→ **Task statement**:
Your answer should be the full set of entries, given again without alteration.

* * * *

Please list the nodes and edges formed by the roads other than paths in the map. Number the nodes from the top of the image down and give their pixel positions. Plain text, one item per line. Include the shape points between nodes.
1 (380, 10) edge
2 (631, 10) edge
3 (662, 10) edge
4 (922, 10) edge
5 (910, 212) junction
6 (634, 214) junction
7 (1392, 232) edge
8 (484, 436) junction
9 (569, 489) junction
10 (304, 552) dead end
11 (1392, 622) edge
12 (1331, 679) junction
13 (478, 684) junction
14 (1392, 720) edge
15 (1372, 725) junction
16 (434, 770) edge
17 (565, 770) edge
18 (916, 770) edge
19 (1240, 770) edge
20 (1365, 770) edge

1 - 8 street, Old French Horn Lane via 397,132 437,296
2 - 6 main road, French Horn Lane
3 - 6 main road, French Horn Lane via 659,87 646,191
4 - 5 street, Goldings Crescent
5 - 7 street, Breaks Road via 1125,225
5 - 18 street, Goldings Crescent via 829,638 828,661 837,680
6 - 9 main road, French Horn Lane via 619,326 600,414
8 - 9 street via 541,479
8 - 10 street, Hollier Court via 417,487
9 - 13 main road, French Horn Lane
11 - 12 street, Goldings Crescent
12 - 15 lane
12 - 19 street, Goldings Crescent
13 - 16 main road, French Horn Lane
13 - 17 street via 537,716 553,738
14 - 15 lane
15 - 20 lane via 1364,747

* * * *

→ **Answer section**:
Please list the nodes and edges formed by the roads other than paths in the map. Number the nodes from the top of the image down and give their pixel positions. Plain text, one item per line. Include the shape points between nodes.
1 (380, 10) edge
2 (631, 10) edge
3 (662, 10) edge
4 (922, 10) edge
5 (910, 212) junction
6 (634, 214) junction
7 (1392, 232) edge
8 (484, 436) junction
9 (569, 489) junction
10 (304, 552) dead end
11 (1392, 622) edge
12 (1331, 679) junction
13 (478, 684) junction
14 (1392, 720) edge
15 (1372, 725) junction
16 (434, 770) edge
17 (565, 770) edge
18 (916, 770) edge
19 (1240, 770) edge
20 (1365, 770) edge

1 - 8 street, Old French Horn Lane via 397,132 437,296
2 - 6 main road, French Horn Lane
3 - 6 main road, French Horn Lane via 659,87 646,191
4 - 5 street, Goldings Crescent
5 - 7 street, Breaks Road via 1125,225
5 - 18 street, Goldings Crescent via 829,638 828,661 837,680
6 - 9 main road, French Horn Lane via 619,326 600,414
8 - 9 street via 541,479
8 - 10 street, Hollier Court via 417,487
9 - 13 main road, French Horn Lane
11 - 12 street, Goldings Crescent
12 - 15 lane
12 - 19 street, Goldings Crescent
13 - 16 main road, French Horn Lane
13 - 17 street via 537,716 553,738
14 - 15 lane
15 - 20 lane via 1364,747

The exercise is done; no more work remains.